> [Material provided]:
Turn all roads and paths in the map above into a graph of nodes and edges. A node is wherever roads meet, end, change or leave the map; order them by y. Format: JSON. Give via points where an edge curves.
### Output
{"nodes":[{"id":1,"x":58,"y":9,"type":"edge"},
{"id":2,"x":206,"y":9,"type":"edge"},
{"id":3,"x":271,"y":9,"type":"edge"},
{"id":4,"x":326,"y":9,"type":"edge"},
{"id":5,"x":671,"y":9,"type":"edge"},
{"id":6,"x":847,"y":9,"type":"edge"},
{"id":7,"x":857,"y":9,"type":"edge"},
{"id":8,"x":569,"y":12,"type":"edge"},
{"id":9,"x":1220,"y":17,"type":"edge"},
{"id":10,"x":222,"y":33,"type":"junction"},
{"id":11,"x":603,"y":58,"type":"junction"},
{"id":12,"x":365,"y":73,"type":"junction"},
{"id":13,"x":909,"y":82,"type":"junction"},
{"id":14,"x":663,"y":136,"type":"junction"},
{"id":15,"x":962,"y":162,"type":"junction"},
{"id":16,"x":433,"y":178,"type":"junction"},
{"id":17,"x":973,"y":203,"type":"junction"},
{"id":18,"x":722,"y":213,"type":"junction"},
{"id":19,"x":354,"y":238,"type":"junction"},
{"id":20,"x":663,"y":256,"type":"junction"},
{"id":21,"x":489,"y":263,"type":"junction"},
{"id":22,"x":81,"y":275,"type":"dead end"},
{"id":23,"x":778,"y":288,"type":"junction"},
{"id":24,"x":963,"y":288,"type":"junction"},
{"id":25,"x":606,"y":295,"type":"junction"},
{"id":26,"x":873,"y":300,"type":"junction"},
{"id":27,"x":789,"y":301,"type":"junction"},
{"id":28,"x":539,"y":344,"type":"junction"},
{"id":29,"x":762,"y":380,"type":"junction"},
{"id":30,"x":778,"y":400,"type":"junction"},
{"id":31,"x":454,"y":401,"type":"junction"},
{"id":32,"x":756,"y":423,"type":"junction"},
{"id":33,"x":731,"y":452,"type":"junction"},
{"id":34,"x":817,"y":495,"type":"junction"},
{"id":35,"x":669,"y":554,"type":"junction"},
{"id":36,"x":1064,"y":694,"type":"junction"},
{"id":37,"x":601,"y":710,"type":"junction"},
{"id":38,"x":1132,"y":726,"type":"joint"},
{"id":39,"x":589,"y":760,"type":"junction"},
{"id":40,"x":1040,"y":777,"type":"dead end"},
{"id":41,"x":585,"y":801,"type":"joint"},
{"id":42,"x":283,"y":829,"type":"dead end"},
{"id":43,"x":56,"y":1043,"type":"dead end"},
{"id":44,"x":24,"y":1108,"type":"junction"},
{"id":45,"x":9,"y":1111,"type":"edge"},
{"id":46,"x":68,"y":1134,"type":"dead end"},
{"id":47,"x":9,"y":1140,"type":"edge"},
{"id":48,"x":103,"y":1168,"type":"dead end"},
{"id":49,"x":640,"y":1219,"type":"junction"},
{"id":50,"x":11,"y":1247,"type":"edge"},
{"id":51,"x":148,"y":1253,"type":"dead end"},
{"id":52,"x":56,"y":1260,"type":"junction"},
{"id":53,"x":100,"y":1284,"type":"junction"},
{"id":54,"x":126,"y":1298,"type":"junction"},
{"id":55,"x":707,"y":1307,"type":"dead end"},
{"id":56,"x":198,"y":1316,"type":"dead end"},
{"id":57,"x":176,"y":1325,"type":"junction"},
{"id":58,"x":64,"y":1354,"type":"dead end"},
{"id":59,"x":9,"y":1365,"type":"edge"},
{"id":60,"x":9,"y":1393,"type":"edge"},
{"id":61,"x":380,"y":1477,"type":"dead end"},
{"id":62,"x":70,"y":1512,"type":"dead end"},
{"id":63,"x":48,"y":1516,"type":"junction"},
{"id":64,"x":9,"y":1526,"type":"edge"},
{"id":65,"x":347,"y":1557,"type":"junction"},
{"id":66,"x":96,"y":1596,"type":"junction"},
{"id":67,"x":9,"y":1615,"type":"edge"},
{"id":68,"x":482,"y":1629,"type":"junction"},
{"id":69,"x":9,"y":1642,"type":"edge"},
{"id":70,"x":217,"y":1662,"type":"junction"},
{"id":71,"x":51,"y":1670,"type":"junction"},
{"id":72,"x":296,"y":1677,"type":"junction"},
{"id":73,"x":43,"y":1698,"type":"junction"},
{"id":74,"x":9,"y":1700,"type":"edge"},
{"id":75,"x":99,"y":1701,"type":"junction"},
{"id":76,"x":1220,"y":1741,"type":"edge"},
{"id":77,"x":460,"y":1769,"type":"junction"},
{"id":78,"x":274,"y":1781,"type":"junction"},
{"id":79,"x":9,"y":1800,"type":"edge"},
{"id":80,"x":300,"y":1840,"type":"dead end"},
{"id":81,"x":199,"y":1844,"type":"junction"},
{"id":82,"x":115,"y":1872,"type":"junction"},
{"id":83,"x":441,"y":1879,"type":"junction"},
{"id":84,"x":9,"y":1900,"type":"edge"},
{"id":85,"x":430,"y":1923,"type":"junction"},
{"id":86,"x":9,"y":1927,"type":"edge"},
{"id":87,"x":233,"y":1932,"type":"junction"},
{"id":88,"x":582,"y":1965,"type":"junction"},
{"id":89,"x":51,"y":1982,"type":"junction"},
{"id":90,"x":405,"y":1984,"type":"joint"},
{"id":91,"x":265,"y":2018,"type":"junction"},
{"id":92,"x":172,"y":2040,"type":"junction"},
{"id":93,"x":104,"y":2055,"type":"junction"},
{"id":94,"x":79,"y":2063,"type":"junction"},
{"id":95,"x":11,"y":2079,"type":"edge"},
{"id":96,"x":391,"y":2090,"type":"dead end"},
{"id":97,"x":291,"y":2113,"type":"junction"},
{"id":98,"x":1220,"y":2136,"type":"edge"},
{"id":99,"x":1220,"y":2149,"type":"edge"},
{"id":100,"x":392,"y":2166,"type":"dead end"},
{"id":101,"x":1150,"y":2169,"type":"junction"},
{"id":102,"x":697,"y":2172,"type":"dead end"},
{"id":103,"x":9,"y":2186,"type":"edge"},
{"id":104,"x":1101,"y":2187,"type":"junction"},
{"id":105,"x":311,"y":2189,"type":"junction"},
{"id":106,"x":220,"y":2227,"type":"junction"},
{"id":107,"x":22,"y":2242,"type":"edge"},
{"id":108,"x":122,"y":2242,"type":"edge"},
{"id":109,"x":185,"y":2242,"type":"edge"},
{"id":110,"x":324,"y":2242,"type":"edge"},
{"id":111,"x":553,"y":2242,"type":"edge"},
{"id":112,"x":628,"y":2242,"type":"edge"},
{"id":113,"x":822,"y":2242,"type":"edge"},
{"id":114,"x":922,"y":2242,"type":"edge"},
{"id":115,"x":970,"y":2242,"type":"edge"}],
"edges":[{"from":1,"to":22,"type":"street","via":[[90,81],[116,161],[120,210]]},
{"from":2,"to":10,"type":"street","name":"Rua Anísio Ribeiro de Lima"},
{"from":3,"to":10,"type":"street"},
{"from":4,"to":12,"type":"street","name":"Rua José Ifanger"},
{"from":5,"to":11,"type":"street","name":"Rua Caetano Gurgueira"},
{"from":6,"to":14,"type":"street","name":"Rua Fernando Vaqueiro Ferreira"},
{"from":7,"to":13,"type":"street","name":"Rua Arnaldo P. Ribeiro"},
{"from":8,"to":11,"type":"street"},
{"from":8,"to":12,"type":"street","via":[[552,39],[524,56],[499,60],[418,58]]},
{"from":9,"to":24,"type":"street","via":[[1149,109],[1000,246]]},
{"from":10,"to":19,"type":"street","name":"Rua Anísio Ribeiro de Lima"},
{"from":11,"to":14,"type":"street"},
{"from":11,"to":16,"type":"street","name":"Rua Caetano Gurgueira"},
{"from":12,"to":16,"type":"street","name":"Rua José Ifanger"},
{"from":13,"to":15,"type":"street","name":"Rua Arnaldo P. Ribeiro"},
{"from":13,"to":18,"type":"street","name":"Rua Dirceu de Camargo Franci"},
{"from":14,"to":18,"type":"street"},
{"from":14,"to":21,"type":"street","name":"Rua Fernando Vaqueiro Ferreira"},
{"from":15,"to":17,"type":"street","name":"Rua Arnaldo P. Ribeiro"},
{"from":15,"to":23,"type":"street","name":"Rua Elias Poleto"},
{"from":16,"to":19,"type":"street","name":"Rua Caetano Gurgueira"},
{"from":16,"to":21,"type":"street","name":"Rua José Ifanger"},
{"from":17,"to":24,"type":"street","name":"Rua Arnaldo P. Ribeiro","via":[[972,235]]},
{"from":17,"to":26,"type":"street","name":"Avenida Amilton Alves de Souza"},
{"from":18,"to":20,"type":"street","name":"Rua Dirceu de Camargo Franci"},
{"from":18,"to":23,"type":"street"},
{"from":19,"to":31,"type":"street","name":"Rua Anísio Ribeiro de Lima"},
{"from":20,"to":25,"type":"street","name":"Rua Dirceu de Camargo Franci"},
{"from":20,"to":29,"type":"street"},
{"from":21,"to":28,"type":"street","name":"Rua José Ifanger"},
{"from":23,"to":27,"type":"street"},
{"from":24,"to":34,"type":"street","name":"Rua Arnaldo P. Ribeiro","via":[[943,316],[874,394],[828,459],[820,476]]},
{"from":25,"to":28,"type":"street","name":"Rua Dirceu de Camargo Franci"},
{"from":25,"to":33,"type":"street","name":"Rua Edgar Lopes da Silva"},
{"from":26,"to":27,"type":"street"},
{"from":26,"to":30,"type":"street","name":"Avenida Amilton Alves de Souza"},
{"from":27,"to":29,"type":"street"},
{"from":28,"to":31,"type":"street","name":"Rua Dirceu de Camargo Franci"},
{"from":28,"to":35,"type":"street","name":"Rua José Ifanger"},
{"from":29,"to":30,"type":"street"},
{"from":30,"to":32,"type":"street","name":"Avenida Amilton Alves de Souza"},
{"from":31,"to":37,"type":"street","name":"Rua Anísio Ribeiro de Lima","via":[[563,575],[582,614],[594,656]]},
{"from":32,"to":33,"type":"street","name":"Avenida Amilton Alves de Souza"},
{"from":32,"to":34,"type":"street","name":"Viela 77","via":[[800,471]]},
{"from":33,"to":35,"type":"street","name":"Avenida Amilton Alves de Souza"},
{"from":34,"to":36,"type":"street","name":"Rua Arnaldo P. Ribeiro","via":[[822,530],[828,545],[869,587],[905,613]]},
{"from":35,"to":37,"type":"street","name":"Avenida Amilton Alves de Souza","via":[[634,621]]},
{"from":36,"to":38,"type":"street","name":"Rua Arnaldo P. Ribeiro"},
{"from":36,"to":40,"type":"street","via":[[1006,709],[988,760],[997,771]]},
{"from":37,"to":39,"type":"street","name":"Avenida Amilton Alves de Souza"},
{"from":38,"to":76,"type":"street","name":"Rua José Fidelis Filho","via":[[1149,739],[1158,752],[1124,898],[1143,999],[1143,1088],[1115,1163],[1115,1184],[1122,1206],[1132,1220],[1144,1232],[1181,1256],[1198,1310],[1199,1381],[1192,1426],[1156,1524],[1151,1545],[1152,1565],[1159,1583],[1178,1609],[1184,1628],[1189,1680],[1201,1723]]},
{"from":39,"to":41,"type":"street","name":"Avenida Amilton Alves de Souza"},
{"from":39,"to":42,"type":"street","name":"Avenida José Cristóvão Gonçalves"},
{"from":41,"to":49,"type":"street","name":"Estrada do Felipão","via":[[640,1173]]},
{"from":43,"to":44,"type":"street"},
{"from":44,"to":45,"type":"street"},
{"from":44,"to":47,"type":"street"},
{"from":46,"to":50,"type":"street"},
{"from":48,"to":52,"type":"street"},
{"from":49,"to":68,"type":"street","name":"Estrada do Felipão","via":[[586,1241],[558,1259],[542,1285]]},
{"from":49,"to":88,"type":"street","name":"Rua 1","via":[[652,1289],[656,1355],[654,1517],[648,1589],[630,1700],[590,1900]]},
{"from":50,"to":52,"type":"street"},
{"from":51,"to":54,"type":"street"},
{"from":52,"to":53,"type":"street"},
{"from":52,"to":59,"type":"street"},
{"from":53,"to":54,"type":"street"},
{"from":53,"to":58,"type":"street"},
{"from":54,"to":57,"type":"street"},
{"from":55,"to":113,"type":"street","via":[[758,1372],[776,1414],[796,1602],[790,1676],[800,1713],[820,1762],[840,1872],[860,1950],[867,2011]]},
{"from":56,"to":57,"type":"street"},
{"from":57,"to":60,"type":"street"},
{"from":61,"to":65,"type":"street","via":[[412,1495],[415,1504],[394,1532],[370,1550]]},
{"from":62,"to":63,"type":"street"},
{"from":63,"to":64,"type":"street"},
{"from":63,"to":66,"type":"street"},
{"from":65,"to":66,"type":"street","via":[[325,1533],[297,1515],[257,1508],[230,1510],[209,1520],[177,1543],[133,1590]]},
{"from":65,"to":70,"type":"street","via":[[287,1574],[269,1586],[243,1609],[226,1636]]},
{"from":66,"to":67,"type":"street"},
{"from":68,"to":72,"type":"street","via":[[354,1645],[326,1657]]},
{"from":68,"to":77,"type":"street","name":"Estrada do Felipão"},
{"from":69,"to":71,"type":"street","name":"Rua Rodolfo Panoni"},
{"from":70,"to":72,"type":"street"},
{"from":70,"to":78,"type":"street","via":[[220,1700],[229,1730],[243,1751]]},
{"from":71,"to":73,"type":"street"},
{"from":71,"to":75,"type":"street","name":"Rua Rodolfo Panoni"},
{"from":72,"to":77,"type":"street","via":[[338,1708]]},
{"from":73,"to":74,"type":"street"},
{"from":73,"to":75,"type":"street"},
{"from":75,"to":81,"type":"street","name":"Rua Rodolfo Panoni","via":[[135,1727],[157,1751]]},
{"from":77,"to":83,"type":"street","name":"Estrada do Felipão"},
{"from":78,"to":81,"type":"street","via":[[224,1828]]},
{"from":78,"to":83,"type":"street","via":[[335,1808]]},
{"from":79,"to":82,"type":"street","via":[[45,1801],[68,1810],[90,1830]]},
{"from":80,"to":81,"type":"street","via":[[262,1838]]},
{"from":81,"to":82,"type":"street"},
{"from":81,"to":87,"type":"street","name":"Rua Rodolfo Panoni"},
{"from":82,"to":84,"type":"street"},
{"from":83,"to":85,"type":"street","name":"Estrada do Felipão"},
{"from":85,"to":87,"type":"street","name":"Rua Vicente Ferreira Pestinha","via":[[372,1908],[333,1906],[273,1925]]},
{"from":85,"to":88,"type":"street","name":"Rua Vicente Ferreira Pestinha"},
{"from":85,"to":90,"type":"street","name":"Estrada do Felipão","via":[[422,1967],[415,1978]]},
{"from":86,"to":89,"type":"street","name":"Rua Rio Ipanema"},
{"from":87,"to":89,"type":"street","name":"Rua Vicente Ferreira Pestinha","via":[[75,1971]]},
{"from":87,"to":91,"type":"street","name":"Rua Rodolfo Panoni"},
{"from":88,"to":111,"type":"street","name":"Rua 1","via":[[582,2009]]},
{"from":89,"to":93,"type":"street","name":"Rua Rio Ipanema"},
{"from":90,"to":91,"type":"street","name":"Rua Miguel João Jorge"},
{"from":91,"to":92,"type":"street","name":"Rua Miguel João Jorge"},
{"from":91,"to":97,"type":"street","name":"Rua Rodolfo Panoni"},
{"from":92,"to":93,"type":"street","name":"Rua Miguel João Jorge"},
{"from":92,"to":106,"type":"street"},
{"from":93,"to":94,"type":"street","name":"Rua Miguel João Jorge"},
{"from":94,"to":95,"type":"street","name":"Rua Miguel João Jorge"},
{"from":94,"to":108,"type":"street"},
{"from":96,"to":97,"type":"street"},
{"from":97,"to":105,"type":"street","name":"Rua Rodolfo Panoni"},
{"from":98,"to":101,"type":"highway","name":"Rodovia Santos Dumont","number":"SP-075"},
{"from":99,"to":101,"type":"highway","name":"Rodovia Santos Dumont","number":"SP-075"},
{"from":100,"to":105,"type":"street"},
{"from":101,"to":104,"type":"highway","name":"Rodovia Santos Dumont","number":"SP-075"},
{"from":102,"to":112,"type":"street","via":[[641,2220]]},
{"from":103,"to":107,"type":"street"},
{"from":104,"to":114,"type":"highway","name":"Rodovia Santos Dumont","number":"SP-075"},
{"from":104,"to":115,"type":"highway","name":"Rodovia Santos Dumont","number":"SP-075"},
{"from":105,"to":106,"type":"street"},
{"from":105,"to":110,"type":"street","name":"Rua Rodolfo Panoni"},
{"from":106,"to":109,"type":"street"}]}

> [What you need to do]:
The response must consist solely of the number of lines in the listing above that contain "Ferreira".

> [Reply to the exercise]:
5